Now what if synovial effusion of chronic or recurring form be the striking objective feature of the case under review? In this event always recollect that of all the causes of monarticular disorder injury is far and away the most frequent. Not a few cases of monarticular joint disease come annually to the Royal Mineral Water Hospital, Bath, under the diagnosis of “gout” and “rheumatism.” But in all too many the symptoms are referable in truth to ligamentary strain, displaced cartilage, or foreign bodies, lesions always to be sought for and excluded in monarticular joint affection. Duckworth has it that hydrarthrosis is met with in chronic articular gout, in his deforming variety. He states that “hydrarthrosis is less commonly due to gout than to rheumatism,” but, we would remark, apart from traumatic lesions, more commonly due to gonorrhœa or syphilis than to either of them.
But the reader may say, this dissertation notwithstanding, Where does gout come in? Precisely so, and if his experience tallies with mine, he will find that chronic articular gout localised in one of the larger joints, and one only, is exceptionally rare. Personally, I should never feel justified in making the diagnosis unless I had elicited a history of (1) recurring classic outbreaks in the great toe with (2) an absence of traumatic infective and nerve arthropathies and, on the other hand, (3) demonstrable existence of uratic deposits in situ in the peri-articular tissues, the cartilage or bones as revealed by skiagraphy, or in the related bursæ.
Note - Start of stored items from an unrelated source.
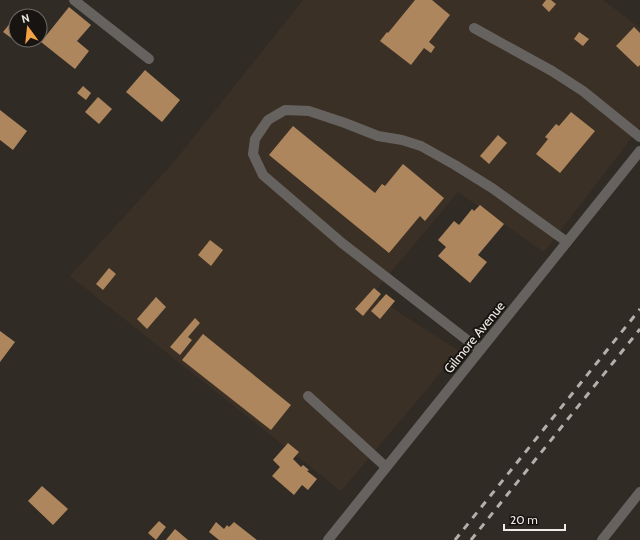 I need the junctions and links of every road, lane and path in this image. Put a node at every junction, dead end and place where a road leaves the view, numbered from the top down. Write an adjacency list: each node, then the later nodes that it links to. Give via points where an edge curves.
1 (74, 0): 3 (street)
2 (474, 28): 4 (street, via 583,91)
3 (149, 59)
4 (640, 137)
5 (640, 151): 6 (street, Gilmore Avenue)
6 (567, 242): 7 (street, Gilmore Avenue); 7 (street, via 492,188 421,146 378,136 309,111 285,110 268,120 255,139 253,154 263,175 342,243)
7 (480, 350): 9 (street, Gilmore Avenue)
8 (308, 396): 9 (street)
9 (386, 467): 11 (street, Gilmore Avenue)
10 (640, 492): 12 (street)
11 (328, 540)
12 (602, 540)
In conclusion, if all these various pitfalls have been avoided, it will almost without exception be found that the final differentiation in doubtful cases will rest between gout and osteoarthritis; and in the vast majority, I had almost said all, it is the latter morbid process that will be found responsible.
This all too lengthy disquisition will not have been in vain if it instil caution. For it is in the monarticular types of joint affection that errors of catastrophic proportion occur more commonly than in any other form of joint disorder.
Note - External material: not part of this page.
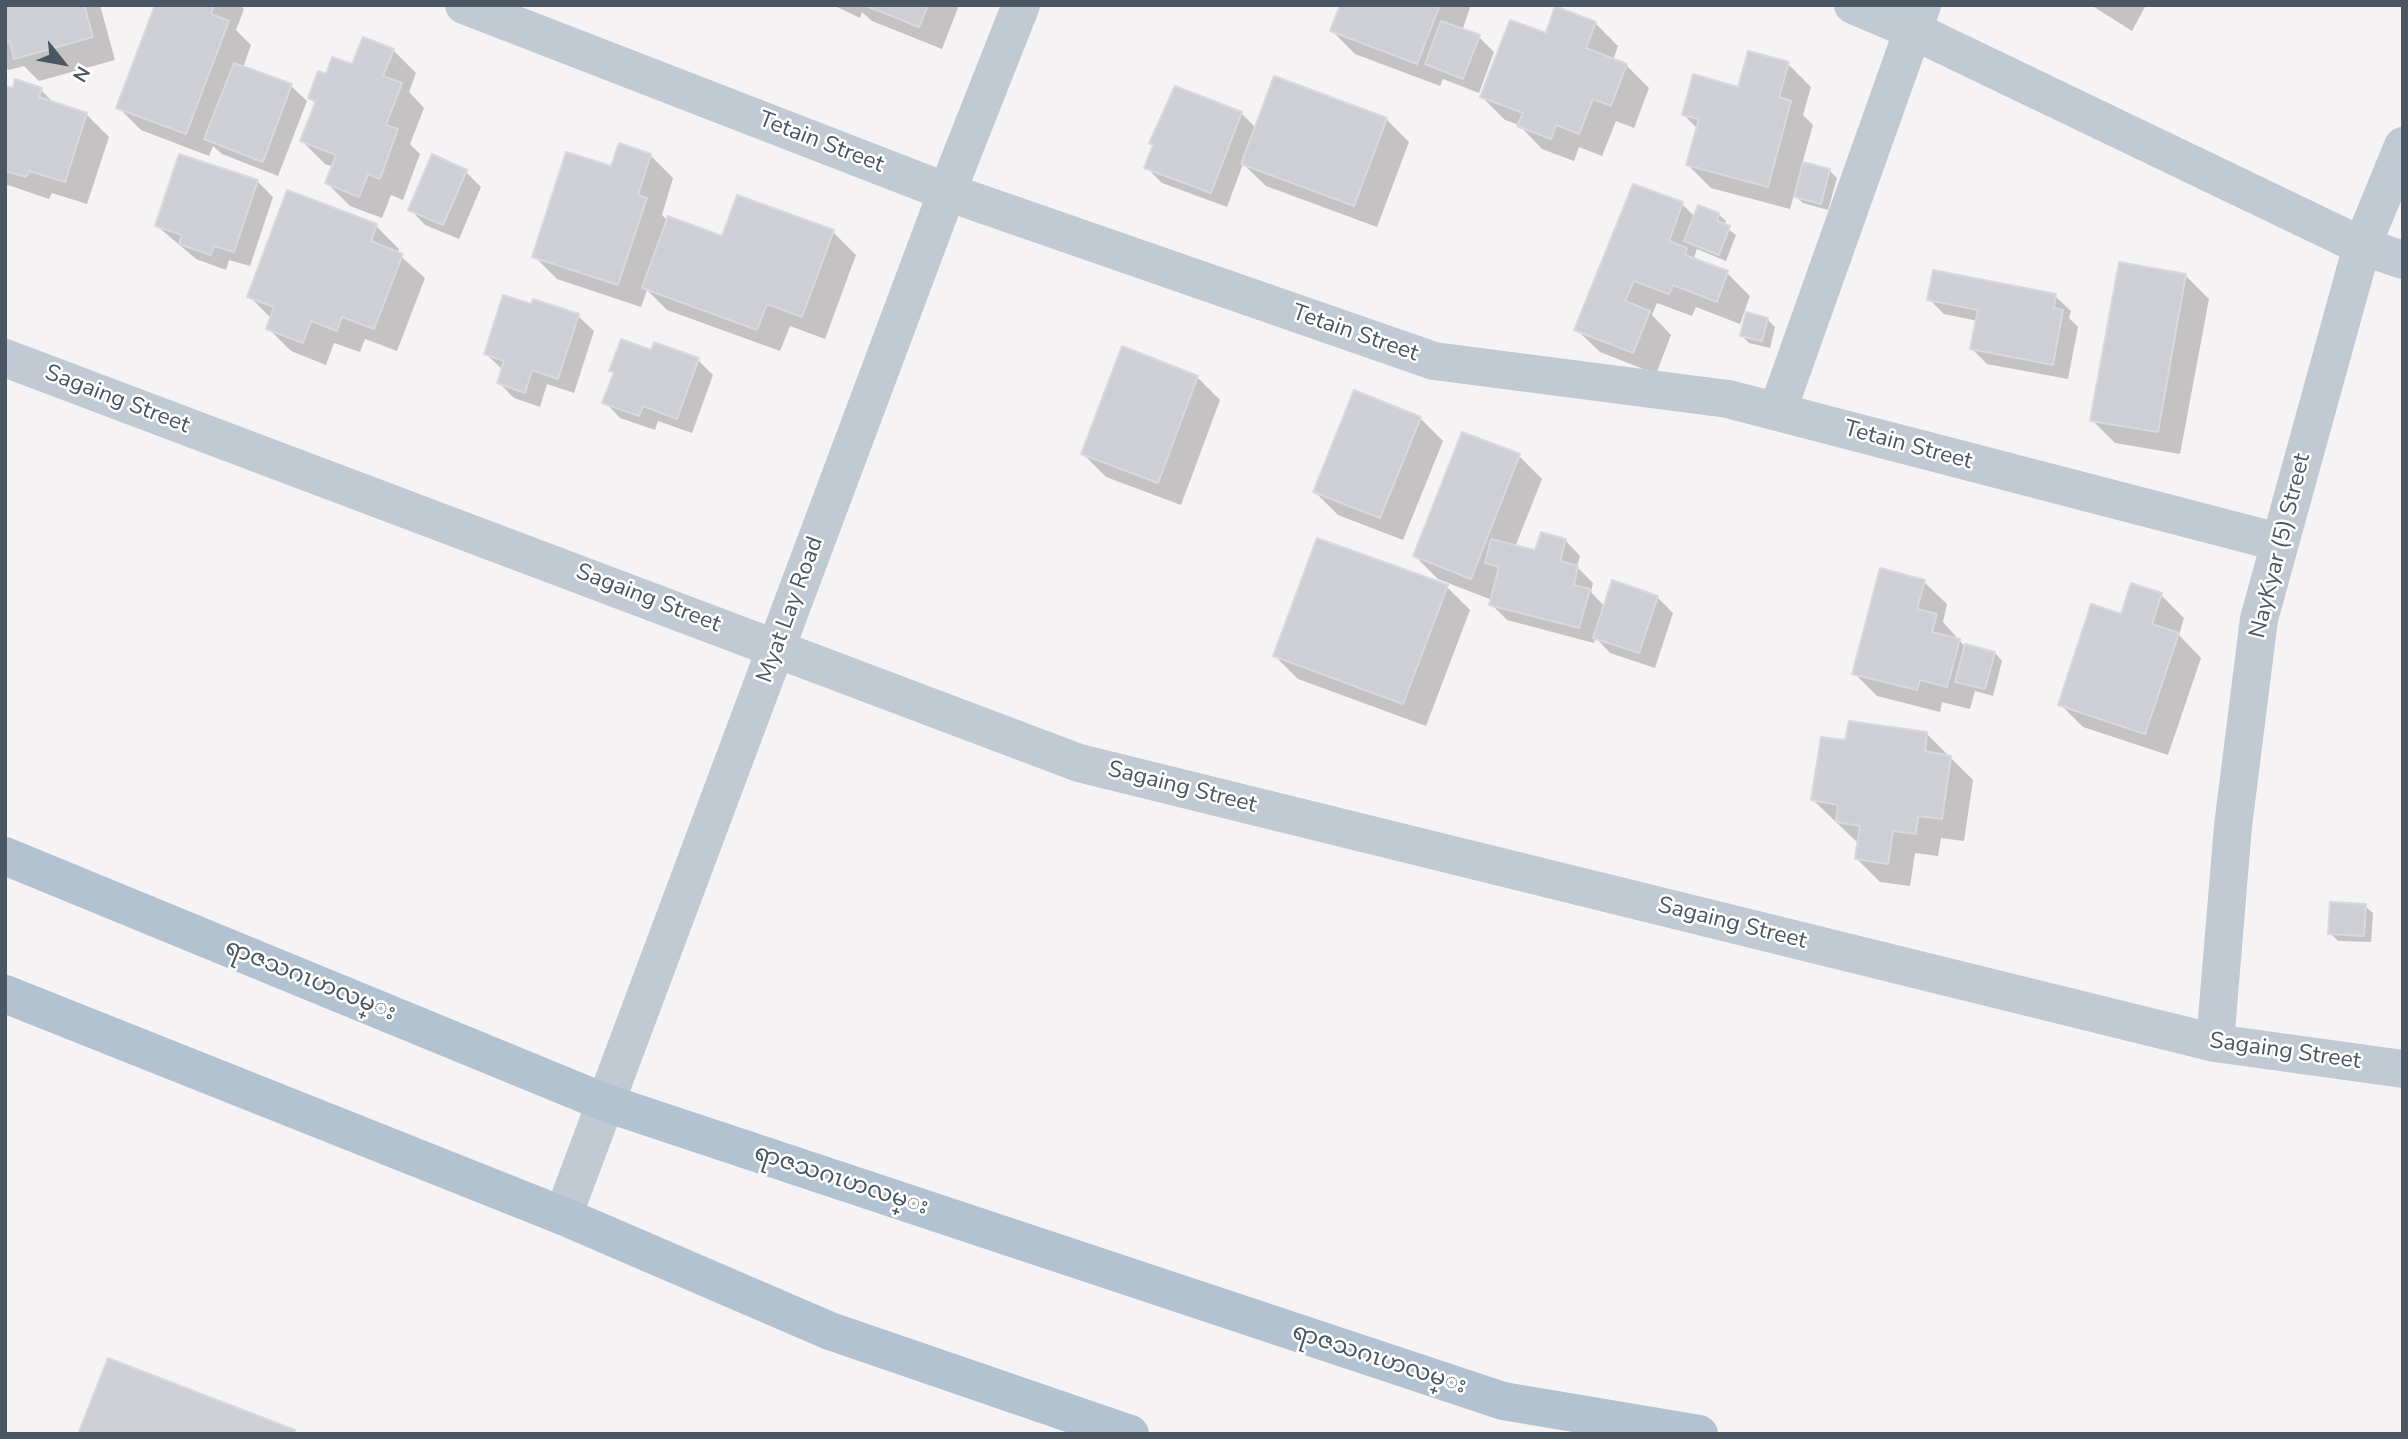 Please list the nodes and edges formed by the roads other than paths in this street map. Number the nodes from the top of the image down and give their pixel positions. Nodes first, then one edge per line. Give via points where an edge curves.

Chronic Gout of Oligo-articular Distribution
The course of chronic articular gout, as has been observed, may be chequered by acute outbreaks involving three, four, or more of the larger joints. But, apart from this, there are those so-called asthenic and afebrile types of gout in which two or more joints may be the seat of a chronic gouty arthritis. In my experience it is the knees that are most frequently attacked. The joints are enlarged, the seat of more or less effusion, but the distinctive feature is the presence of deformity due to the irregularly rounded or ovoid swellings produced by uratic deposits. Enlargement of the patellæ is also present, and they lose their sharp edges, and sometimes they as well as the neighbouring articular ends are studded with small bony outgrowths, but of minimal size compared with those met with in osteoarthritis. The related bursæ, too, are often the seat of deposits, a valuable clue to diagnosis. Needless to say, such marked cases are nearly always the outcome of oft-repeated attacks, the ultimate deformity being the result of successive accretions of urate of soda laid down in the trail of the exacerbations.
Its Confusion with Chronic Villous Synovitis
The frequency with which this misconception occurs is very noticeable. If a middle-aged woman of florid complexion and corpulent habit begins to complain of pain and stiffness in her knees with more or less swelling thereof, there is a very prevalent tendency to attribute not only her joint disorder to gout, but any gastric or nervous symptoms that she may simultaneously complain of are translated as being confirmatory of the assumption. It gathers weight too from the traditional and widespread belief that “the change of life” is the period par excellence at which women develop the morbid vagaries associated with “irregular gout.”